▶ **Source material**

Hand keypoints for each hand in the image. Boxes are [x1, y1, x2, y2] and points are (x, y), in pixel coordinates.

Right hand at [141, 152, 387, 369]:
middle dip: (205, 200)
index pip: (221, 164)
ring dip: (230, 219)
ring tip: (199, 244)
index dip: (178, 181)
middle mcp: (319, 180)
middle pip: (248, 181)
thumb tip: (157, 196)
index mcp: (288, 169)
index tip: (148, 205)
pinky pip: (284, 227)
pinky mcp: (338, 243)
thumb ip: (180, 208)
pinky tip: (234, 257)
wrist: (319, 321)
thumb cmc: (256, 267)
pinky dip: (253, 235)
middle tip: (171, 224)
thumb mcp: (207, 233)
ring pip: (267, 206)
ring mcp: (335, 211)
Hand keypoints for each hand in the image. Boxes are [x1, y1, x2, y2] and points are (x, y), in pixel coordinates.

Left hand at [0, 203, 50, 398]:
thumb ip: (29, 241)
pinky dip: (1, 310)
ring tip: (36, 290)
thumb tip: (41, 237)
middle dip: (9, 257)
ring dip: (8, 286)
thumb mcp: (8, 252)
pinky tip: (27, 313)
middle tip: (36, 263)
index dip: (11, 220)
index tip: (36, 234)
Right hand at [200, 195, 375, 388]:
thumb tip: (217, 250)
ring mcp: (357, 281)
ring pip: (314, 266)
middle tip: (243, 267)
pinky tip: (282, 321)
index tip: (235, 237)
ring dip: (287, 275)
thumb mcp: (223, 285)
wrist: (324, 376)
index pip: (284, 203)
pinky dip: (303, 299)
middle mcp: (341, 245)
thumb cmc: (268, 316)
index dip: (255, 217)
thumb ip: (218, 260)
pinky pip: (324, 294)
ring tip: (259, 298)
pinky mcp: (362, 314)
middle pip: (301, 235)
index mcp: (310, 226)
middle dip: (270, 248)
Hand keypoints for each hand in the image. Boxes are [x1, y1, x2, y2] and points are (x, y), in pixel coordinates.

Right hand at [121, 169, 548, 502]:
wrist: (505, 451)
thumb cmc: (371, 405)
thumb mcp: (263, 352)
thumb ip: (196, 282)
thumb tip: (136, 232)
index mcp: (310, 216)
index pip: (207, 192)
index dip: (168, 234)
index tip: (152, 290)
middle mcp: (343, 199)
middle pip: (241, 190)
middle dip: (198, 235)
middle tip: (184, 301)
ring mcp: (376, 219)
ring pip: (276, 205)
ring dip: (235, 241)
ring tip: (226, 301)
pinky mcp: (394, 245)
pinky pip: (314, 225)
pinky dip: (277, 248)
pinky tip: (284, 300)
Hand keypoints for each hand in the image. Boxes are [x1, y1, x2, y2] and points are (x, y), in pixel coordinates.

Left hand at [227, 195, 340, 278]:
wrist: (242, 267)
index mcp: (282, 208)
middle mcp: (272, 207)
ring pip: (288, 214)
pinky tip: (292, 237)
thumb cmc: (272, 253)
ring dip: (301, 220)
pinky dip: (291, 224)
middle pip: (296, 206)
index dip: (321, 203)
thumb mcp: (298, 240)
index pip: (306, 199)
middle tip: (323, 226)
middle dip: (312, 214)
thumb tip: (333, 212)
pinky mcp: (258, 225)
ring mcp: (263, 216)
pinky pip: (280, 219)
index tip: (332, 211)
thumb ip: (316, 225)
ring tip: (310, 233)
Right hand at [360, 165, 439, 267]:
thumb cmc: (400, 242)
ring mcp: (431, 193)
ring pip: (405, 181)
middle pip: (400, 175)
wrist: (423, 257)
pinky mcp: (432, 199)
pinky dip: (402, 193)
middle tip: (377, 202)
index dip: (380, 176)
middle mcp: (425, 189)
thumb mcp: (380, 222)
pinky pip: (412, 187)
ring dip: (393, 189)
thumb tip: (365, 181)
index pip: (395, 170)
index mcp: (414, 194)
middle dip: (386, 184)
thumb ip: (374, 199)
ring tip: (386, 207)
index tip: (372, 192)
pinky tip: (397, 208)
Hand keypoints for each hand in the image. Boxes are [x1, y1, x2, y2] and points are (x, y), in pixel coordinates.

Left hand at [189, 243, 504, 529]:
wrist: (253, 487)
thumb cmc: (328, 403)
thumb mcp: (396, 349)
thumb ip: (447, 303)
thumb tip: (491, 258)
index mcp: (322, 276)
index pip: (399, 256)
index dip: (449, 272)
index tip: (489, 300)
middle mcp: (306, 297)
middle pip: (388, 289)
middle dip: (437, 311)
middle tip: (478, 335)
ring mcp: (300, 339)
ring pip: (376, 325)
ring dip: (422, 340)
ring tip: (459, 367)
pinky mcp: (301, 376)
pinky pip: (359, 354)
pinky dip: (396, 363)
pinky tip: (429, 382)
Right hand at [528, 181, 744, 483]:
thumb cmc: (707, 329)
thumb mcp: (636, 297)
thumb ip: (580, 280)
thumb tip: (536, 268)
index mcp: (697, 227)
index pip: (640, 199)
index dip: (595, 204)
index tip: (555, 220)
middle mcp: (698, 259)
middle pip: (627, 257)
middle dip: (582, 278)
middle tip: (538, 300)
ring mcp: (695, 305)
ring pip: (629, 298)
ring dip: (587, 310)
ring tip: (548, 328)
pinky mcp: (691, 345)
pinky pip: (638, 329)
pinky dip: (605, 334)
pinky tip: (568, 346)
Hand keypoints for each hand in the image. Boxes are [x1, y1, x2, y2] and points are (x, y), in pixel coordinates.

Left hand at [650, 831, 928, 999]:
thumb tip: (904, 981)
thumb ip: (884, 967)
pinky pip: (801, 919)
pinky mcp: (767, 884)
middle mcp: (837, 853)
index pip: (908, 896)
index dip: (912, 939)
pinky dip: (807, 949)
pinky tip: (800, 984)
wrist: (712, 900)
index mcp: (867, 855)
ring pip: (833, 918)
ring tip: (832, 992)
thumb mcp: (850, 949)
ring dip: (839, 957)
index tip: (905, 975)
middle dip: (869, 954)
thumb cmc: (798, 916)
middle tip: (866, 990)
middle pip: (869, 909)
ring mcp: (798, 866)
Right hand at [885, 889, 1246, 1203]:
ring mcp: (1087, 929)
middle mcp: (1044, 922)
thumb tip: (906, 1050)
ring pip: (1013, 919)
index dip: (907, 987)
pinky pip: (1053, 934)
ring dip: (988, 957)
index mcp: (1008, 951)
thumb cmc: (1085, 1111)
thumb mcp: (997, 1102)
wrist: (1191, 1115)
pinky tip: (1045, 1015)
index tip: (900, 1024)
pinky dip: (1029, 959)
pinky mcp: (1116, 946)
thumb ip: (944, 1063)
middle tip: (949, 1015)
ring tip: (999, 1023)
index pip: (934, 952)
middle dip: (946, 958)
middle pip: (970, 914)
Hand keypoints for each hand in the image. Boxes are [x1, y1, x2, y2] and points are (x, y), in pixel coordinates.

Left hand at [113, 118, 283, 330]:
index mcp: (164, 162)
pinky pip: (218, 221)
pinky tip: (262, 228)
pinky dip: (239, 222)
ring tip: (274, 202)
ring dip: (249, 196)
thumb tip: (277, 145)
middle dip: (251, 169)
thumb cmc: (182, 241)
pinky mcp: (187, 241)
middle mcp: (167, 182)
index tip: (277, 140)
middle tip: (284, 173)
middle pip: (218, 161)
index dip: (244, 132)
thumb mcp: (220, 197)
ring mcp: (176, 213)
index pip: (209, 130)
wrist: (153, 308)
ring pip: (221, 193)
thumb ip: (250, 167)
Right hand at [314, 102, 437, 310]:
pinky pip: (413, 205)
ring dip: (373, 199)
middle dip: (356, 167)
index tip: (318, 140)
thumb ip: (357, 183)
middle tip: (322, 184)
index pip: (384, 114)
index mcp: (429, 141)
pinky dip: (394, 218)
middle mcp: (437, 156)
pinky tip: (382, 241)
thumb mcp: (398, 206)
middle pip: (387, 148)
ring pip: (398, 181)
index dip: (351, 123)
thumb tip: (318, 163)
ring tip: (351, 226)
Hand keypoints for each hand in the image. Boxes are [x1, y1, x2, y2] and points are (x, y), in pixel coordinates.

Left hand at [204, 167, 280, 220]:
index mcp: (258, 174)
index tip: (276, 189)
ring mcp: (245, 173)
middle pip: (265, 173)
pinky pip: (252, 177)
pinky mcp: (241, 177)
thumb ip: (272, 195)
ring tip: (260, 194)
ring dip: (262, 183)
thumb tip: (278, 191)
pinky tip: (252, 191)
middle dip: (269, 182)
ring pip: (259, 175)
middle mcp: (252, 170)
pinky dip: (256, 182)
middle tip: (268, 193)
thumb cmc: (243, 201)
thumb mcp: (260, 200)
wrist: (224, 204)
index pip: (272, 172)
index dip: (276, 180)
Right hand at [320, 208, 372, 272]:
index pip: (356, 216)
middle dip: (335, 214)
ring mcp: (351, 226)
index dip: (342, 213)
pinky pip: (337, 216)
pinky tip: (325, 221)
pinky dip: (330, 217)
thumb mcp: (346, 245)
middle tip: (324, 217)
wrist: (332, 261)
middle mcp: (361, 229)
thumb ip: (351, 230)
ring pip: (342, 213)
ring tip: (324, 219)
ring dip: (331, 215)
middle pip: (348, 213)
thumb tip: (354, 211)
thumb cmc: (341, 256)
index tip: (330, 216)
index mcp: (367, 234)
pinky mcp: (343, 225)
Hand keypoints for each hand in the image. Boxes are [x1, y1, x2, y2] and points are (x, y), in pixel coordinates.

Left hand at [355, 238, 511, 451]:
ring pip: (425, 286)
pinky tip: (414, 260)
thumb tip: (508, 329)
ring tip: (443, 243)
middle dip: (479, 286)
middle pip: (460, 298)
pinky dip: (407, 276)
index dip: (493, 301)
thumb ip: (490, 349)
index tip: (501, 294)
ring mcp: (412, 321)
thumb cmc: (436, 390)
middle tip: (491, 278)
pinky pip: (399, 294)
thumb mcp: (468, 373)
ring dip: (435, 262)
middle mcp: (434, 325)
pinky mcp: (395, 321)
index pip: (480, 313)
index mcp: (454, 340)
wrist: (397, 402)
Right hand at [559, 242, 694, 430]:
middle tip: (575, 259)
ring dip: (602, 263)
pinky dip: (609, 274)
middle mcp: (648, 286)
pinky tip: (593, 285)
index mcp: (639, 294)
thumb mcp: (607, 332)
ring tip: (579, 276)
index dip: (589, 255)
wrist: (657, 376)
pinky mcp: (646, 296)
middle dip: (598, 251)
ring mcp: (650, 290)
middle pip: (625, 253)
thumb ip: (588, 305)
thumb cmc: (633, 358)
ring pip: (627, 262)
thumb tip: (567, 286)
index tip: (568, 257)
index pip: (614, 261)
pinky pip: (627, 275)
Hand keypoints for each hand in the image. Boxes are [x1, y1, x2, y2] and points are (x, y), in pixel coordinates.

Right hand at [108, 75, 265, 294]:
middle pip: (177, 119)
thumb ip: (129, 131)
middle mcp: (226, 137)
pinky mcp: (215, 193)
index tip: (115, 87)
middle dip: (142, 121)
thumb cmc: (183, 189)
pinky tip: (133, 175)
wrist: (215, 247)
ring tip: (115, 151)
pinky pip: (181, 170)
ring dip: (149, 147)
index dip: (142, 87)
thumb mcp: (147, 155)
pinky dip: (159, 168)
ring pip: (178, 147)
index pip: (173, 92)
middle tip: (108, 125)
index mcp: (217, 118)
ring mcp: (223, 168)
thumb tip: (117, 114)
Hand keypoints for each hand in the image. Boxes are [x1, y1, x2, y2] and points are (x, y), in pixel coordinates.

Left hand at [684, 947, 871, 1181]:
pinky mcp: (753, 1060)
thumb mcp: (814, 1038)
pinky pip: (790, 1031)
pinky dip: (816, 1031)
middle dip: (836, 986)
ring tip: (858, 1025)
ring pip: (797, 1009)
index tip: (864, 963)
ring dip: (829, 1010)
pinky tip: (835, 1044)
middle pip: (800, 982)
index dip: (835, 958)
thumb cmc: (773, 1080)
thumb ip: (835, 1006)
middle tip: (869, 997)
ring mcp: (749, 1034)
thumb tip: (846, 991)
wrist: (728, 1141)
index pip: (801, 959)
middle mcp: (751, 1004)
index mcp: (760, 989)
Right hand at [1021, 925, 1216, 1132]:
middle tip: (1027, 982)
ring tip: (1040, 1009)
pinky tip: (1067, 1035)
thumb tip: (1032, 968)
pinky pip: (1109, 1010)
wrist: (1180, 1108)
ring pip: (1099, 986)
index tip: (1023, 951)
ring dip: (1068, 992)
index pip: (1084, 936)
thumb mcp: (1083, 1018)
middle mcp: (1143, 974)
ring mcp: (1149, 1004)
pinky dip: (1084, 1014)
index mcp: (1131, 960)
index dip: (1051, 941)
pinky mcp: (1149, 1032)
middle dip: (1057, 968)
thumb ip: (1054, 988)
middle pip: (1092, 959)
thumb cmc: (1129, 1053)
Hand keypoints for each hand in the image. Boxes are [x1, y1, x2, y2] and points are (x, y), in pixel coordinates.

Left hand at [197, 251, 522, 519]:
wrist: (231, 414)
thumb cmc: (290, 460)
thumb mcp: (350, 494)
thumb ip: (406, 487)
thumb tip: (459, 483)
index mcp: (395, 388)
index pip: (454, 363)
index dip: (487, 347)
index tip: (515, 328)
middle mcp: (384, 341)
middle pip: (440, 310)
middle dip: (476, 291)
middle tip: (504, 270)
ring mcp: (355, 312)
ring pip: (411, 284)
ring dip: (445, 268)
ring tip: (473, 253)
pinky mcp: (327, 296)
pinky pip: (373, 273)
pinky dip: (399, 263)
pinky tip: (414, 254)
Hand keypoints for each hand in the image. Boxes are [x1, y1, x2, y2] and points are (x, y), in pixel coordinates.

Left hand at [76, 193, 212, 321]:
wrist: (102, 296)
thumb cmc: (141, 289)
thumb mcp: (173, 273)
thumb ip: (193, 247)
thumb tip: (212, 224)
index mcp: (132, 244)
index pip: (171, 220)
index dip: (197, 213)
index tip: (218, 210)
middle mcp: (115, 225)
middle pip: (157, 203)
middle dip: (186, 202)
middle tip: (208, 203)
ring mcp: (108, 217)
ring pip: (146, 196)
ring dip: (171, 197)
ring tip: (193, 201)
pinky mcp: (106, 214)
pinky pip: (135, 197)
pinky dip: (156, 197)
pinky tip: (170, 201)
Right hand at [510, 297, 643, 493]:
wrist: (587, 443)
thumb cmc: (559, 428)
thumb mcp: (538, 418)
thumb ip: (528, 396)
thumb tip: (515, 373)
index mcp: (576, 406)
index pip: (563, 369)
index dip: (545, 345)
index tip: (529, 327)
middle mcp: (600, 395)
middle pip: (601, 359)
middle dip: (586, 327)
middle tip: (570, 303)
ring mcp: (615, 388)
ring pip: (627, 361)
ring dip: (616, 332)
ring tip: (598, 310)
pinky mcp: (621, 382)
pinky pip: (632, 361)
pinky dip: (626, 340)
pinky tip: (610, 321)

▶ **Your goal**
How many lines of the data contain the word "Left"? Answer with the number alone.

▶ **Answer to the exercise**
10